DOMESTIC AND INTERNATIONAL LAW
As the United States government under George Bush gets closer to
attacking the people of Iraq, there are several things that the men and
women of the U.S. armed forces need to know and bear in mind as they are
given orders from the Bush administration. This information is provided for
the use of the members of the armed forces, their families, friends and
supporters, and all who are concerned about the current direction of U.S.
policy toward Iraq.
The military oath taken at the time of induction reads:
"I,____________, do solemnly swear (or affirm) that I will support
and defend the Constitution of the United States against all enemies,
foreign and domestic; that I will bear true faith and allegiance to the
same; and that I will obey the orders of the President of the United States
and the orders of the officers appointed over me, according to the
regulations and the Uniform Code of Military Justice. So help me God"
The Uniform Code of Military Justice (UCMJ) 809.ART.90 (20), makes it
clear that military personnel need to obey the "lawful command of his
superior officer," 891.ART.91 (2), the "lawful order of a warrant
officer", 892.ART.92 (1) the "lawful general order",
892.ART.92 (2) "lawful order". In each case, military personnel
have an obligation and a duty to only obey Lawful orders and indeed have an
obligation to disobey Unlawful orders, including orders by the president
that do not comply with the UCMJ. The moral and legal obligation is to the
U.S. Constitution and not to those who would issue unlawful orders,
especially if those orders are in direct violation of the Constitution and
the UCMJ.
During the Iran-Contra hearings of 1987, Senator Daniel Inouye of Hawaii,
a decorated World War II veteran and hero, told Lt. Col. Oliver North that
North was breaking his oath when he blindly followed the commands of Ronald
Reagan. As Inouye stated, "The uniform code makes it abundantly clear
that it must be the Lawful orders of a superior officer. In fact it says,
'Members of the military have an obligation to disobey unlawful orders.'
This principle was considered so important that we-we, the government of the
United States, proposed that it be internationally applied in the Nuremberg
trials." (Bill Moyers, "The Secret Government", Seven Locks
Press; also in the PBS 1987 documentary, "The Secret Government: The
Constitution in Crisis")
Senator Inouye was referring to the Nuremberg trials in the post WW II
era, when the U.S. tried Nazi war criminals and did not allow them to use
the reason or excuse that they were only "following orders" as a
defense for their war crimes which resulted in the deaths of millions of
innocent men, women, and children. "In 1953, the Department of Defense
adopted the principles of the Nuremberg Code as official policy" of the
United States. (Hasting Center Report, March-April 1991) Over the past year
there have been literally thousands of articles written about the impact of
the coming war with Iraq. Many are based on politics and the wisdom of
engaging in an international war against a country that has not attacked the
U.S. and the legality of engaging in what Bush and Rumsfield call
"preemptive war." World opinion at the highest levels, and among
the general population, is that a U.S. first strike on Iraq would be wrong,
both politically and morally. There is also considerable evidence that
Bush's plans are fundamentally illegal, from both an international and
domestic perspective. If the war is indeed illegal, members of the armed
forces have a legal and moral obligation to resist illegal orders, according
to their oath of induction.
The evidence from an international perspective is overwhelming. The
United States Constitution makes treaties that are signed by the government
equivalent to the "law of the land" itself, Article VI, para. 2.

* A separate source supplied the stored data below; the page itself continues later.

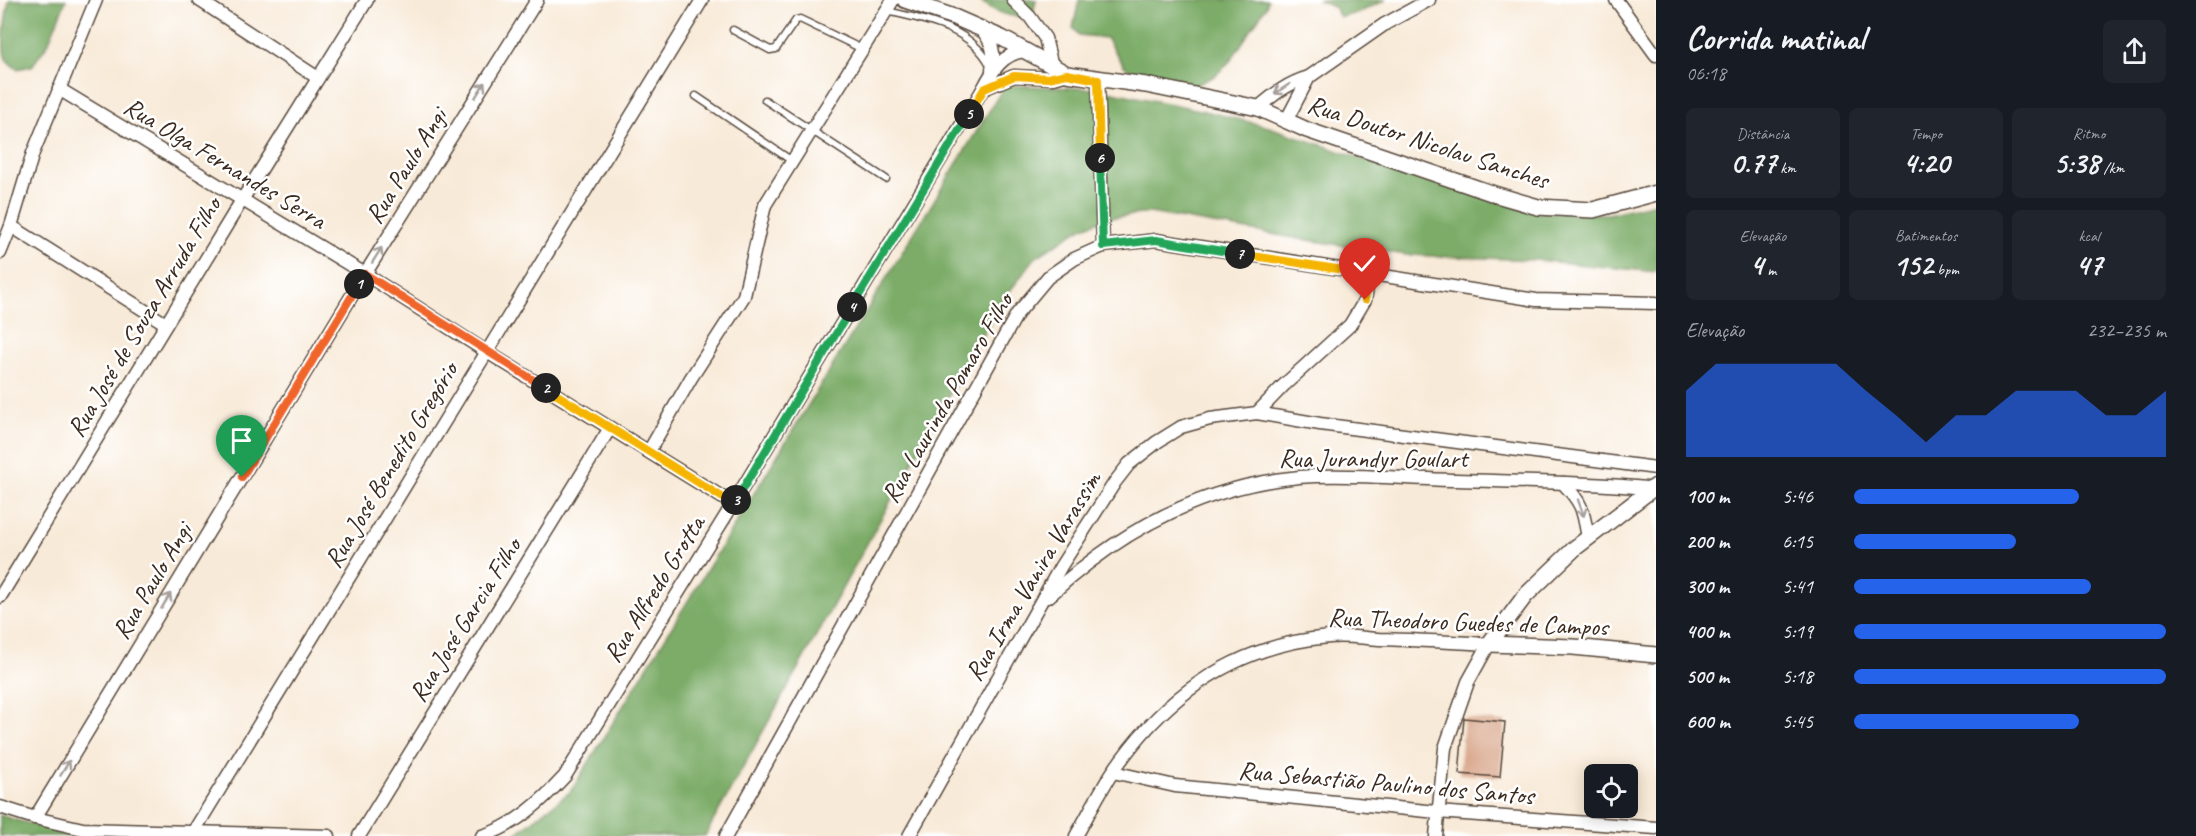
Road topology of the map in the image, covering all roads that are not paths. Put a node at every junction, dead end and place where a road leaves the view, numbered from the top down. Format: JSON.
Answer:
{"nodes":[{"id":1,"x":96,"y":0,"type":"edge"},
{"id":2,"x":199,"y":0,"type":"edge"},
{"id":3,"x":367,"y":0,"type":"edge"},
{"id":4,"x":537,"y":0,"type":"edge"},
{"id":5,"x":702,"y":0,"type":"edge"},
{"id":6,"x":905,"y":0,"type":"edge"},
{"id":7,"x":1013,"y":0,"type":"edge"},
{"id":8,"x":1429,"y":0,"type":"edge"},
{"id":9,"x":1616,"y":0,"type":"edge"},
{"id":10,"x":889,"y":5,"type":"edge"},
{"id":11,"x":981,"y":29,"type":"junction"},
{"id":12,"x":733,"y":30,"type":"dead end"},
{"id":13,"x":862,"y":49,"type":"junction"},
{"id":14,"x":1025,"y":51,"type":"junction"},
{"id":15,"x":1656,"y":55,"type":"edge"},
{"id":16,"x":1052,"y":66,"type":"junction"},
{"id":17,"x":992,"y":70,"type":"junction"},
{"id":18,"x":1067,"y":74,"type":"junction"},
{"id":19,"x":1309,"y":77,"type":"junction"},
{"id":20,"x":318,"y":78,"type":"junction"},
{"id":21,"x":1098,"y":80,"type":"junction"},
{"id":22,"x":59,"y":89,"type":"junction"},
{"id":23,"x":984,"y":89,"type":"junction"},
{"id":24,"x":696,"y":96,"type":"dead end"},
{"id":25,"x":765,"y":100,"type":"dead end"},
{"id":26,"x":1258,"y":108,"type":"junction"},
{"id":27,"x":1286,"y":121,"type":"junction"},
{"id":28,"x":811,"y":130,"type":"junction"},
{"id":29,"x":792,"y":161,"type":"junction"},
{"id":30,"x":886,"y":179,"type":"dead end"},
{"id":31,"x":1656,"y":194,"type":"edge"},
{"id":32,"x":242,"y":200,"type":"junction"},
{"id":33,"x":11,"y":226,"type":"junction"},
{"id":34,"x":1103,"y":246,"type":"junction"},
{"id":35,"x":0,"y":253,"type":"edge"},
{"id":36,"x":365,"y":274,"type":"junction"},
{"id":37,"x":1369,"y":274,"type":"junction"},
{"id":38,"x":1656,"y":303,"type":"edge"},
{"id":39,"x":166,"y":324,"type":"junction"},
{"id":40,"x":486,"y":352,"type":"junction"},
{"id":41,"x":1257,"y":413,"type":"junction"},
{"id":42,"x":610,"y":428,"type":"junction"},
{"id":43,"x":649,"y":451,"type":"junction"},
{"id":44,"x":1656,"y":468,"type":"edge"},
{"id":45,"x":1563,"y":483,"type":"junction"},
{"id":46,"x":1655,"y":488,"type":"edge"},
{"id":47,"x":733,"y":504,"type":"junction"},
{"id":48,"x":1588,"y":538,"type":"junction"},
{"id":49,"x":0,"y":597,"type":"edge"},
{"id":50,"x":1038,"y":606,"type":"junction"},
{"id":51,"x":1489,"y":644,"type":"junction"},
{"id":52,"x":1656,"y":655,"type":"edge"},
{"id":53,"x":1113,"y":772,"type":"junction"},
{"id":54,"x":0,"y":807,"type":"edge"},
{"id":55,"x":1437,"y":812,"type":"junction"},
{"id":56,"x":35,"y":818,"type":"junction"},
{"id":57,"x":1656,"y":828,"type":"edge"},
{"id":58,"x":194,"y":831,"type":"junction"},
{"id":59,"x":329,"y":836,"type":"edge"},
{"id":60,"x":359,"y":836,"type":"edge"},
{"id":61,"x":482,"y":836,"type":"edge"},
{"id":62,"x":726,"y":836,"type":"edge"},
{"id":63,"x":909,"y":836,"type":"edge"},
{"id":64,"x":1076,"y":836,"type":"edge"},
{"id":65,"x":1436,"y":836,"type":"edge"}],
"edges":[{"from":1,"to":22,"type":"street"},
{"from":2,"to":20,"type":"street"},
{"from":3,"to":20,"type":"street","name":"Rua José de Souza Arruda Filho"},
{"from":36,"to":4,"type":"street","name":"Rua Paulo Angi","one_way":true},
{"from":5,"to":40,"type":"street","name":"Rua José Benedito Gregório"},
{"from":6,"to":11,"type":"street","name":"Rua Doutor Nicolau Sanches"},
{"from":7,"to":16,"type":"street"},
{"from":8,"to":19,"type":"street"},
{"from":9,"to":15,"type":"street"},
{"from":10,"to":13,"type":"street"},
{"from":10,"to":17,"type":"lane"},
{"from":11,"to":14,"type":"street","name":"Rua Doutor Nicolau Sanches"},
{"from":11,"to":17,"type":"street"},
{"from":12,"to":13,"type":"lane"},
{"from":13,"to":28,"type":"street"},
{"from":14,"to":16,"type":"street","name":"Rua Doutor Nicolau Sanches"},
{"from":14,"to":17,"type":"street"},
{"from":16,"to":18,"type":"street","name":"Rua Doutor Nicolau Sanches"},
{"from":17,"to":23,"type":"street","name":"Rua Alfredo Grotta"},
{"from":18,"to":21,"type":"street","name":"Rua Doutor Nicolau Sanches"},
{"from":18,"to":23,"type":"street"},
{"from":19,"to":26,"type":"street","one_way":true},
{"from":19,"to":27,"type":"street"},
{"from":20,"to":32,"type":"street","name":"Rua José de Souza Arruda Filho"},
{"from":21,"to":26,"type":"street","name":"Rua Doutor Nicolau Sanches"},
{"from":21,"to":34,"type":"street"},
{"from":22,"to":32,"type":"street","name":"Rua Olga Fernandes Serra"},
{"from":22,"to":33,"type":"street"},
{"from":23,"to":47,"type":"street","name":"Rua Alfredo Grotta"},
{"from":24,"to":29,"type":"lane"},
{"from":25,"to":28,"type":"lane"},
{"from":26,"to":27,"type":"street","name":"Rua Doutor Nicolau Sanches"},
{"from":27,"to":31,"type":"street","name":"Rua Doutor Nicolau Sanches"},
{"from":28,"to":29,"type":"street"},
{"from":28,"to":30,"type":"lane"},
{"from":29,"to":43,"type":"street"},
{"from":32,"to":36,"type":"street","name":"Rua Olga Fernandes Serra"},
{"from":32,"to":39,"type":"street","name":"Rua José de Souza Arruda Filho"},
{"from":33,"to":35,"type":"street"},
{"from":33,"to":39,"type":"street"},
{"from":34,"to":37,"type":"street","name":"Rua Laurinda Pomaro Filho"},
{"from":34,"to":62,"type":"street","name":"Rua Laurinda Pomaro Filho"},
{"from":36,"to":40,"type":"street","name":"Rua Olga Fernandes Serra"},
{"from":56,"to":36,"type":"street","name":"Rua Paulo Angi","one_way":true},
{"from":37,"to":38,"type":"street","name":"Rua Laurinda Pomaro Filho"},
{"from":37,"to":41,"type":"street"},
{"from":39,"to":49,"type":"street","name":"Rua José de Souza Arruda Filho"},
{"from":40,"to":42,"type":"street","name":"Rua Olga Fernandes Serra"},
{"from":40,"to":58,"type":"street","name":"Rua José Benedito Gregório"},
{"from":41,"to":44,"type":"street","name":"Rua Irma Vanira Varassim"},
{"from":41,"to":50,"type":"street","name":"Rua Irma Vanira Varassim"},
{"from":42,"to":43,"type":"street","name":"Rua Olga Fernandes Serra"},
{"from":42,"to":60,"type":"street","name":"Rua José Garcia Filho"},
{"from":43,"to":47,"type":"street","name":"Rua Olga Fernandes Serra"},
{"from":45,"to":46,"type":"street","name":"Rua Jurandyr Goulart"},
{"from":45,"to":48,"type":"street","one_way":true},
{"from":45,"to":50,"type":"street","name":"Rua Jurandyr Goulart"},
{"from":46,"to":48,"type":"street"},
{"from":47,"to":61,"type":"street","name":"Rua Alfredo Grotta"},
{"from":48,"to":51,"type":"street"},
{"from":50,"to":63,"type":"street","name":"Rua Irma Vanira Varassim"},
{"from":51,"to":52,"type":"street","name":"Rua Theodoro Guedes de Campos"},
{"from":51,"to":53,"type":"street","name":"Rua Theodoro Guedes de Campos"},
{"from":51,"to":55,"type":"street"},
{"from":53,"to":55,"type":"street","name":"Rua Sebastião Paulino dos Santos"},
{"from":53,"to":64,"type":"street","name":"Rua Theodoro Guedes de Campos"},
{"from":54,"to":56,"type":"street"},
{"from":55,"to":57,"type":"street","name":"Rua Sebastião Paulino dos Santos"},
{"from":55,"to":65,"type":"street"},
{"from":56,"to":58,"type":"street"},
{"from":58,"to":59,"type":"street"}]}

Among the international laws and treaties that a U.S. pre-emptive attack on
Iraq may violate are:
· The Hague Convention on Land Warfare of 1899, which was reaffirmed by
the U.S. at the 1946 Nuremberg International Military Tribunals;
· Resolution on the Non-Use of Nuclear Weapons and Prevention of Nuclear
War, adopted UN General Assembly, Dec 12, 1980;
· Convention on the Prevention and Punishment of the Crime of Genocide;
December 9, 1948, Adopted by Resolution 260 (III) A of the UN General
Assembly;
· Geneva Convention relative to the Protection of Civilian Persons in
Time of War, Adopted on August 12, 1949 by the Diplomatic Conference for the
Establishment of International Conventions for the Protection of Victims of
War;
· Convention on the Prohibition of Military or any Other Hostile Use of
Environmental Modification Techniques, 1108 U.N.T.S. 151, Oct. 5, 1978; ·
The Charter of the United Nations;
· The Nuremberg Principles, which define as a crime against peace,
"planning, preparation, initiation or waging of a war of aggression, or
a war in violation of international treaties, agreements, or assurances, or
participation in a common plan or conspiracy for accomplishment of any of
the forgoing." (For many of these treaties and others, see the Yale
Avalon project. Also see a letter to Canadian
soldiers sent by Hamilton
Action for Social Change). at )
As Hamilton Action for Social Change has noted "Under the Nuremberg
Principles, you have an obligation NOT to follow the orders of leaders who
are preparing crimes against peace and crimes against humanity. We are all
bound by what U.S. Chief Prosecutor Robert K. Jackson declared in 1948: [T]he
very essence of the [Nuremberg] Charter is that individuals have intentional
duties which transcend the national obligations of obedience imposed by the
individual state." At the Tokyo War Crimes trial, it was further
declared "[A]nyone with knowledge of illegal activity and an
opportunity to do something about it is a potential criminal under
international law unless the person takes affirmative measures to prevent
commission of the crimes."
The outcry about the coming war with Iraq is also overwhelming from legal
experts who have studied this in great detail. By November of 2002, 315 law
professors had signed a statement entitled "A US War Against Iraq Will
Violate US and International Law and Set a Dangerous Precedent for Violence
That Will Endanger the American People." (See
the full statement).
Other legal organizations such as the Lawyers' Committee on Nuclear
Policy and the Western States Legal Foundation have written more extensive
reports, such as that by Andrew Lichterman and John Burroughs on "War
is Not the Path to Peace; The United States, Iraq, and the Need for Stronger
International Legal Standards to Prevent War." As the report indicates
"Aggressive war is one of the most serious transgressions of
international law." In fact, at the Nuremberg trials, the issue was not
just individual or collective acts of atrocities or brutal actions but the
starting of an aggressive war itself. U.S. Supreme Court Justice Robert L.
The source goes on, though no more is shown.